CAMBIO: El informe que medirá las hectáreas de coca en 2025, que posiblemente se publique en noviembre de este año, como siempre suele pasar, ¿va a llevar el indicador de la cocaína potencial o eso ya depende del nuevo gobierno?
M.T.T.: Eso ya depende del nuevo gobierno.
CAMBIO: ¿Es decir que los indicadores también se cambian discrecionalmente según la visión de país?
M.T.T.: No. Es que nuevamente yo quisiera que fuéramos muy claros en esto. Aquí no están cambiando el indicador. Aquí lo que estamos diciendo es “vamos a actualizar la metodología”. Claro, depende del próximo gobierno si se actualiza o no o si sigue con la metodología anterior, no sé. Ahora, esto es un acuerdo entre un gobierno, un Estado, con un organismo multilateral. Y precisamente se quiere rodear con un comité científico que permita seguir haciéndole seguimiento y poder acompañar eso. Pero me parece que tenemos que ser mucho más cuidadosos, además, por nuestro país. Nosotros necesitamos que cuando se hable de Colombia, se hable con la verdad y con indicadores que realmente están midiendo lo que está pasando y que podamos entender el fenómeno. Porque este tipo de informes no se hacen solamente para que nos señalen a Colombia. Este tipo de informes se hacen para que podamos tomar decisiones en términos de política pública. Y, para que tomemos decisiones en términos de política pública, tenemos que tener indicadores que funcionen.

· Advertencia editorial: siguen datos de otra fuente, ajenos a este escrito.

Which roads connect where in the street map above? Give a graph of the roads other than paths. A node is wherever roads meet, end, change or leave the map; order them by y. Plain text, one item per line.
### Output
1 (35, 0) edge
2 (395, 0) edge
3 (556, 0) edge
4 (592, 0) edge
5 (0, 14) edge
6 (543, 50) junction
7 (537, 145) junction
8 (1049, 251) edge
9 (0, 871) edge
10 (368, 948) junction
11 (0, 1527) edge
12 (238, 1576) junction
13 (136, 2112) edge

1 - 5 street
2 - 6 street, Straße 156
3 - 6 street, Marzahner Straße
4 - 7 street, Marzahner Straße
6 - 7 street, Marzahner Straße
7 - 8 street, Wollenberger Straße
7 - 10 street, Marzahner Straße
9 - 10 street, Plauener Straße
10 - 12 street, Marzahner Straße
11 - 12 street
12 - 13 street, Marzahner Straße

CAMBIO: Antes de resultar elegido como presidente, Abelardo De la Espriella mencionó una cifra de 330 mil hectáreas de cultivos. ¿Esto es algo que ya se haya medido y que esté en reserva y se filtró?
M.T.T: Para nada, no se ha hecho. Hay dos sistemas de medición. Uno que es el que hace Naciones Unidas, que se llama SIMCI. Es un sistema que toma una foto al 31 de diciembre de un año y sale hacia el otro año. Entonces, lo que se publica es de un año anterior. Para sacar 2025, tendrían que haber medido justamente 2024. Eso, como se paró el informe, no se ha hecho. Ahora bien, hay otro sistema, que es el sistema de la policía que se llama SIMA, financiado también por los Estados Unidos (…) Yo no tengo muy claro de dónde sacó el presidente electo esas 330.000 hectáreas porque ni SIMA ni SIMCI las han medido así.